The deliverance is key.  We talk about God as one who delivers.  We read about the Israelites being oppressed here and crying out.  We can’t help but be reminded of the exodus when we read those words.  The story of each judge is like a mini-exodus, and so the stories themselves are ultimately about God and what God does to deliver us.  The Lord raised up for them a deliverer.  We can’t read this and not be reminded of the one who is our deliverer.  We look for different things to deliver us.  Systems.  People.  The cult of personality.  We look for different things to save us.  Maybe we think we need to save ourselves.  Maybe we think that our well being is dependent on us.  At its worst this belief leads us to grasp things.  It can lead us to take or demand things from others if we have the strength to do it.  It can lead us to have things taken from us if we find ourselves on the weaker side.  This is just the way the world works right?  The God of the Torah and the Former Prophets and the Latter Prophets and the Gospels and the Letters says otherwise.  Our God says that loving him and loving others is the thing, because that’s how we were made.  This story is not a commendation of violence but a condemnation of violence.  It’s a recognition that violence begets violence.  It’s a recognition that, as someone has said, oppressors do not often go out peacefully. 


But what about all the stabbing?  If we’re talking about these groups of people as representative of oppressive systems, I wonder what kinds of oppressive systems we’re called to confront.  I wonder what kinds of oppressive systems we’re being called to “stab”.  Sometimes it’s only when they’re stabbed that the dirt of such systems is exposed.  It can be an uncomfortable thing yes.  Especially when you’re on the strong side of the whole oppressor/oppressed equation.  Whether you view someone like Robin Hood as a hero or a villain depends very much on whose side you’re on doesn’t it?  What systems are we called to remove ourselves from?  To speak out against?   Anyone is capable of it.  Freedom for the oppressed means not only freedom from sin but freedom from oppression.  At CBOQ’s Avalanche two years ago the speaker told the children about an initiative in Australia in which schoolchildren boycotted a certain chocolate company to protest their use of Ivory Coast cocoa which was being farmed using child labour.   They boycotted the company.  They put the word out using social media.  It worked.  The dirt of that system was exposed.  The company changed its practices. 
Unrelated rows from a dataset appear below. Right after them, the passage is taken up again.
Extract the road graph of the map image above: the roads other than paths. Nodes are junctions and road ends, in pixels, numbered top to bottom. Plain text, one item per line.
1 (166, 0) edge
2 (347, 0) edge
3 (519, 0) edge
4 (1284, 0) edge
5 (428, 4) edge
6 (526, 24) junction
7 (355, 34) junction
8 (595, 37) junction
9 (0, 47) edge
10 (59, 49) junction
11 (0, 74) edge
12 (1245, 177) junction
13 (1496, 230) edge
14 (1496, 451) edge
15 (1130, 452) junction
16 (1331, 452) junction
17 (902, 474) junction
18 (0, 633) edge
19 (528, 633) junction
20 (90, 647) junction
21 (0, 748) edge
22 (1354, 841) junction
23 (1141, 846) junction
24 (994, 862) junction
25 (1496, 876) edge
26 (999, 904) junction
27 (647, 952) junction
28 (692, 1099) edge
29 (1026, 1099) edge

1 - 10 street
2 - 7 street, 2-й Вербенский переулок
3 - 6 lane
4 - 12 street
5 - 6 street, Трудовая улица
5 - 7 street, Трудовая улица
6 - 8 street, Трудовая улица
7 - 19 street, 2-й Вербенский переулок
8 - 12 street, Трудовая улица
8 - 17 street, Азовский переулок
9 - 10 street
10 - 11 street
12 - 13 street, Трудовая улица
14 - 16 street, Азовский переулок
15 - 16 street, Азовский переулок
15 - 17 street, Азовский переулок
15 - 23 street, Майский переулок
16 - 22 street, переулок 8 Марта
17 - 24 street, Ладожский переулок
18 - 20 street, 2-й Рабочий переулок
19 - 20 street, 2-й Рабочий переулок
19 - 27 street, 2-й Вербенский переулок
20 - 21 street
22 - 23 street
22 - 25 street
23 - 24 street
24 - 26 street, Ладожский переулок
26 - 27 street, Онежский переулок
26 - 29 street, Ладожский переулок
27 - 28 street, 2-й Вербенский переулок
God can use anyone in this kind of thing.  Even children.  Even a left-handed loner.  God’s known for doing this.  Think of Moses.  Think of David.  Think of Paul.  Think of yourself.  What about you makes you think that you’re fearfully and wonderfully made, with the emphasis on the fearfully? 


Finally the story reminds of our question.  Who will lead us?  The answer is clear here.  The Lord.  “The Lord has given your enemies the Moabites into your hand,” Ehud cries out.  Not “I have given the enemies into your hand.  One of the key things about leadership is not to make it about us.  It’s not to say we don’t answer the call.  It’s crucial for any follower of Christ who’s leading in any capacity to remember that deliverance comes from God and not from us.  As I like to say “We don’t save anyone.”  We point to the one who does, just as Ehud did. We point to the one who will one day make all things new, all things right.  Until that day He invites us to join him in his redeeming reconciling work, enabling us by the power of His Spirit to reflect His ways which are grace and forgiveness and mercy and justice and love.  May this be true for all of us, friends.